Facebook announced on Tuesday that will raise “in the next few days” the blocking of news pages in Australia, after the Government of that country agreed to amend the law intended to force tech giants to pay the media for their content, according to official sources.
Australian Finance Minister Josh Frydenberg and Facebook Australia CEO Will Easton stated that they reached an agreement on one of the key points of that law, which it is the first of its kind in the world and which the internet giants oppose, the AFP agency reported.
“As a result of these changes, we can now work to boost our investment in public interest journalism and reestablish Facebook news for Australians in the coming days,” said Easton, who celebrated the agreement and said Facebook appreciates “the constructive discussions. that we had “.
Last week, Facebook blocked the posting of links to news and media pages across the country, a move that sparked outrage in Australia and many countries.
This is what an Australian media looked like last week: “there are no posts yet.” Photo Niemanlab
Australian Prime Minister Scott Morrison made no secret of his anger and accused Facebook of having made a “hostile” decision.
The law that generated the controversy seeks to regulate relations between traditional media in financial difficulties and large companies that dominate the Internet, which refused to make these negotiations mandatory and that in case of conflict an independent Australian arbitrator would rule.
The tech giant has between 16 and 18 million daily users in this country of 25 million inhabitants, according to the local press.
There is agreement
Google joined in the criticism.
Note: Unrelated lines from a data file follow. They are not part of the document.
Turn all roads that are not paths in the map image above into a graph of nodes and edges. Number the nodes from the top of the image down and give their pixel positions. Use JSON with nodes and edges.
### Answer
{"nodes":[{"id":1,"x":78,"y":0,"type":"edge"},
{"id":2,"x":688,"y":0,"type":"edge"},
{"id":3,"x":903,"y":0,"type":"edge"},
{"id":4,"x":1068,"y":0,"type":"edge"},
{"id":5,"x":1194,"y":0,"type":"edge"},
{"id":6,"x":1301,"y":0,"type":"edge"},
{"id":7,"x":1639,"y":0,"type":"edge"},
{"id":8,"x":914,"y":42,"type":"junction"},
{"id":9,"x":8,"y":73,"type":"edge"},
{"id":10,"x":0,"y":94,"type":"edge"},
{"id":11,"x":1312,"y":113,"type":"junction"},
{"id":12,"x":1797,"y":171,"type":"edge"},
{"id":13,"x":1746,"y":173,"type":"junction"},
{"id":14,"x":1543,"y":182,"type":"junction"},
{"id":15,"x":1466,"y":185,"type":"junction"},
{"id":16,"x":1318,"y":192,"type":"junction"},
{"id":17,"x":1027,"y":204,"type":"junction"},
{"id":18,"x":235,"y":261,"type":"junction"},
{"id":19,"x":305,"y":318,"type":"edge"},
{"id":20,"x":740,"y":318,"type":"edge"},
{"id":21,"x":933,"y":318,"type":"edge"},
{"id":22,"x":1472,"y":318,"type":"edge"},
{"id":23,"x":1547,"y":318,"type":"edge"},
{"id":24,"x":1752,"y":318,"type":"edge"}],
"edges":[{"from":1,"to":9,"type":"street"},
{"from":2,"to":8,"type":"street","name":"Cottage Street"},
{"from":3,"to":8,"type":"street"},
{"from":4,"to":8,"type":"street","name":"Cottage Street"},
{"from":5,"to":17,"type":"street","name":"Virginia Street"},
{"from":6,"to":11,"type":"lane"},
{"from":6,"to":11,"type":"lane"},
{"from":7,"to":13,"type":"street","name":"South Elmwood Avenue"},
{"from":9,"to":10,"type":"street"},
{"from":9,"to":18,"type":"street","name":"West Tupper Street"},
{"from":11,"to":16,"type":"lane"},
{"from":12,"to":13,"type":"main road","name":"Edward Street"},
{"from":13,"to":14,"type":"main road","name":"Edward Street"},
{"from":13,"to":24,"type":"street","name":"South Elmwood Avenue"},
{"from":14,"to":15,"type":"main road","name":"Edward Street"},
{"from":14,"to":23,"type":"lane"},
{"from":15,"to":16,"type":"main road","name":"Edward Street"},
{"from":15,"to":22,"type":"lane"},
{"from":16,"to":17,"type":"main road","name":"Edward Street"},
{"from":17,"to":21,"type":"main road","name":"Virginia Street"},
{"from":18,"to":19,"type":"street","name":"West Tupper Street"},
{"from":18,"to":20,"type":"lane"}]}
AFP photo
The agreement reached supposes that Facebook and Google will not be sanctioned as long as they reach agreements with the media in exchange for the use of their contents, and granted an additional period of two months to negotiate those commitments.
“We reached an agreement that will allow us to support the press groups that we choose, including small and local“said Campbell Brown, Facebook’s vice president in charge of global news partnerships.
According to the Australian competition authorities, Google captures 53% of advertising in the country and Facebook 28%, while the rest is shared out by other market players, such as press groups, which is insufficient to finance quality journalism.
The press crisis was aggravated by the economic collapse caused by the coronavirus pandemic, and in Australia dozens of newspapers closed and hundreds of journalists lost their jobs.
Unlike Facebook, Google, which at one point had threatened to suspend its search engine in Australia, last week agreed to pay “significant sums” in return for the content of press groups, including Rupert Murdoch’s News Corp. and Nine Entertainment.